## Let`s begin!

At first, to get things going, we need to import all the libraries we will use:

In [80]:
import os
import pandas as pd
import numpy as np
from tqdm import tqdm
import torch
from torch.utils.data import Dataset, DataLoader
from torchvision import transforms, models
from transformers import BertTokenizer, BertModel
import torch.nn as nn
import torch.optim as optim
from sklearn.metrics import cohen_kappa_score
import optuna

To exclude the randomness in computing, we use the random_seed parameter:

In [81]:
random_seed = 42
np.random.seed(random_seed)
torch.manual_seed(random_seed)
torch.cuda.manual_seed_all(random_seed)

Let`s determine input and output paths and device we will work on:

In [82]:
train_csv = "/kaggle/input/deep-learning-for-computer-vision-and-nlp-2024-12/train.csv"
test_csv = "/kaggle/input/deep-learning-for-computer-vision-and-nlp-2024-12/test.csv"
images_dir = "/kaggle/input/deep-learning-for-computer-vision-and-nlp-2024-12/images"
device = torch.device("cuda" if torch.cuda.is_available() else "cpu")

Creating dataframes and filling all NA values in "Description" feature:

In [83]:
# Read data
train_df = pd.read_csv(train_csv)
test_df = pd.read_csv(test_csv)

# Fill missing descriptions
train_df['Description'].fillna('', inplace=True)
test_df['Description'].fillna('', inplace=True)

## Data processing

Let`s use resampling to balance the dataset:

In [84]:
# Balance the dataset by resampling
class_counts = train_df['AdoptionSpeed'].value_counts()
max_count = class_counts.max()

balanced_train_df = pd.concat([
    train_df[train_df['AdoptionSpeed'] == cls].sample(max_count, replace=True, random_state=random_seed)
    for cls in class_counts.index
]).reset_index(drop=True)

As tokenizer we are going to use BERT:

In [85]:
# Tokenizer
tokenizer = BertTokenizer.from_pretrained('bert-base-uncased')

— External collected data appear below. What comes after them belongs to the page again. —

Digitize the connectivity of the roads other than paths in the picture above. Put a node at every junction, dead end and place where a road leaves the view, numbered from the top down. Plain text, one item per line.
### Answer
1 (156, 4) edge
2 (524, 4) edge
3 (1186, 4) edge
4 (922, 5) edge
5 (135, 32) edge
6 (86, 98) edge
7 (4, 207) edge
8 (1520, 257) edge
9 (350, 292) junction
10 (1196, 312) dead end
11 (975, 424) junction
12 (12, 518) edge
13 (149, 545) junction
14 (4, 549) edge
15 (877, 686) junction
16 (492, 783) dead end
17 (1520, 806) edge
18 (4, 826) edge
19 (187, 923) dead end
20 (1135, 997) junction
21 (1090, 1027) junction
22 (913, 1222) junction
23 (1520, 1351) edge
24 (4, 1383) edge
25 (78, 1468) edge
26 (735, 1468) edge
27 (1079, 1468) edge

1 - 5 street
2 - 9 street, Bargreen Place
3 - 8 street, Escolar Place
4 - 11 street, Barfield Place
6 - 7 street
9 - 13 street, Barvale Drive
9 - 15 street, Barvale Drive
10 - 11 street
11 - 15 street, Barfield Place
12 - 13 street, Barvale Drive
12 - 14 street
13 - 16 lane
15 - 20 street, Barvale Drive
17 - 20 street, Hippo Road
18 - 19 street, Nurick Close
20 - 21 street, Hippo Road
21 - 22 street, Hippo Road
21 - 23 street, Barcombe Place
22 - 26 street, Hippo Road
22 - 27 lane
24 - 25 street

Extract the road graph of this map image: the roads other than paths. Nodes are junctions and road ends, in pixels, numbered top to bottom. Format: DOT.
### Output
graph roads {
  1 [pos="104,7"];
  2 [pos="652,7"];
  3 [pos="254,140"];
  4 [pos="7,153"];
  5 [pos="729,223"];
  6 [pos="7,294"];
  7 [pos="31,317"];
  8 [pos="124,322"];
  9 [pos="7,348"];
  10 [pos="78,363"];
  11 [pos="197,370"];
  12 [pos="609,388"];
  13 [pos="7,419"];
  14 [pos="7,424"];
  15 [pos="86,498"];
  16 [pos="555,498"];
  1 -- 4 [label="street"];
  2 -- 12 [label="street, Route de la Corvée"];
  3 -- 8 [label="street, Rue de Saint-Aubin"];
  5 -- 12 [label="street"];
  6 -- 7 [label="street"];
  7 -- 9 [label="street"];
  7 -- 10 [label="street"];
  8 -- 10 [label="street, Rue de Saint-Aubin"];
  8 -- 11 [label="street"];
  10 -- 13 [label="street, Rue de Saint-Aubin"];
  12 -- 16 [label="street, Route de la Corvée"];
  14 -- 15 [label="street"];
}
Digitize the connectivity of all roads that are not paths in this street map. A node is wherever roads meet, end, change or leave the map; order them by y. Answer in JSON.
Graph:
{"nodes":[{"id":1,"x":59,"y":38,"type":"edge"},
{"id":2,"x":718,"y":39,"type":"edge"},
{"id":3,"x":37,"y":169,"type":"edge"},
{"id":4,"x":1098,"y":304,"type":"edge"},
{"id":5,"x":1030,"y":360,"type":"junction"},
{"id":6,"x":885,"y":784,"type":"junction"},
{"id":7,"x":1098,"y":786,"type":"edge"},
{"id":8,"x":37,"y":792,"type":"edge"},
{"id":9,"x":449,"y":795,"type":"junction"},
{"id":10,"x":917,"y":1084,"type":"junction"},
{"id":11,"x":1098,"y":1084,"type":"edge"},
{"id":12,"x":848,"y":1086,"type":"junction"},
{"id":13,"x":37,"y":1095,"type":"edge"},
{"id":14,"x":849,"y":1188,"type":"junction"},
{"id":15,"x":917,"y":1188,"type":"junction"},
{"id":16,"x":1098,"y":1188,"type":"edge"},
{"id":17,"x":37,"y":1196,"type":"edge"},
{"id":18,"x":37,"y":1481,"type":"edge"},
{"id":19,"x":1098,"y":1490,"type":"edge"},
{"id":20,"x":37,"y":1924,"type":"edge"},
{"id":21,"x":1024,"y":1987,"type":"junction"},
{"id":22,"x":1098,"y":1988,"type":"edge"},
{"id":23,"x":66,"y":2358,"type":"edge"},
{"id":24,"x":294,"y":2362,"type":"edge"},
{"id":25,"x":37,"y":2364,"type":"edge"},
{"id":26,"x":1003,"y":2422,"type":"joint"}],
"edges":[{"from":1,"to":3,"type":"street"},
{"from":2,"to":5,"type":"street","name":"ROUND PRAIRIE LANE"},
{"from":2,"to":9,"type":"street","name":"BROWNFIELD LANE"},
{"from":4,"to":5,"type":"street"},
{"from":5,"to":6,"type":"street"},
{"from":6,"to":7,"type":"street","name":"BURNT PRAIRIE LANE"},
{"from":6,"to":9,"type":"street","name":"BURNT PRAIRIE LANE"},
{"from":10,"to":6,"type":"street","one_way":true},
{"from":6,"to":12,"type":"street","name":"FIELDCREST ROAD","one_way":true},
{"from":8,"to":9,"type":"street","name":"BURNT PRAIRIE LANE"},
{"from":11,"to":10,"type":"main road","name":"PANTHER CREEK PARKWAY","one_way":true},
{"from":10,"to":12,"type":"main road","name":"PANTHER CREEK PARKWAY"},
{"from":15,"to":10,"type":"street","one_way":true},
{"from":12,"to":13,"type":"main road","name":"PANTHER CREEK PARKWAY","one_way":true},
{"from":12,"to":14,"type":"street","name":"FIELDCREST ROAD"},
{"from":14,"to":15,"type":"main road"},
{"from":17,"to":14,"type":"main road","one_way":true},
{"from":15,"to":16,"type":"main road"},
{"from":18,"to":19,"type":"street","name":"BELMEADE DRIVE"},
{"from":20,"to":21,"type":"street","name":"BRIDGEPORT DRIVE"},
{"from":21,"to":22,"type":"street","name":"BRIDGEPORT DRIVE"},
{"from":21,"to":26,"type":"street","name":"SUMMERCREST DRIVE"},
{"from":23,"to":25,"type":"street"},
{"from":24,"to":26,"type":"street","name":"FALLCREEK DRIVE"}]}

Let`s create a Dataset class we will work with:

In [86]:
class PetDataset(Dataset):
    def __init__(self, dataframe, images_dir, tokenizer, max_text_length=128, transform=None):
        self.dataframe = dataframe
        self.images_dir = images_dir
        self.tokenizer = tokenizer
        self.max_text_length = max_text_length
        self.transform = transform

    def __len__(self):
        return len(self.dataframe)

    def __getitem__(self, idx):
        row = self.dataframe.iloc[idx]
        pet_id = row['PetID']
        description = row['Description']
        label = row.get('AdoptionSpeed', -1)

        # Tokenize text
        text_inputs = self.tokenizer(
            description,
            max_length=self.max_text_length,
            padding='max_length',
            truncation=True,
            return_tensors="pt"
        )

        # Process images
        image_files = [f for f in os.listdir(self.images_dir) if f.startswith(pet_id)]
        images = []
        for image_file in image_files:
            image_path = os.path.join(self.images_dir, image_file)
            image = Image.open(image_path).convert("RGB")
            if self.transform:
                image = self.transform(image)
            images.append(image)

        if len(images) == 0:
            images = [torch.zeros(3, 224, 224)]  # Default empty image tensor

        images = torch.stack(images[:4])  # Take up to 4 images per ID

        return {
            'pet_id': pet_id,
            'text_inputs': {key: val.squeeze(0) for key, val in text_inputs.items()},
            'images': images,
            'label': torch.tensor(label, dtype=torch.long)
        }

collate_fn function:

In [87]:
def custom_collate_fn(batch):
    text_inputs = {
        'input_ids': torch.stack([item['text_inputs']['input_ids'] for item in batch]),
        'attention_mask': torch.stack([item['text_inputs']['attention_mask'] for item in batch])
    }

    max_images = max([item['images'].size(0) for item in batch])
    images = torch.stack([
        torch.cat([item['images'], torch.zeros(max_images - item['images'].size(0), 3, 224, 224)])
        if item['images'].size(0) < max_images else item['images']
        for item in batch
    ])

    labels = torch.stack([item['label'] for item in batch])
    pet_ids = [item['pet_id'] for item in batch]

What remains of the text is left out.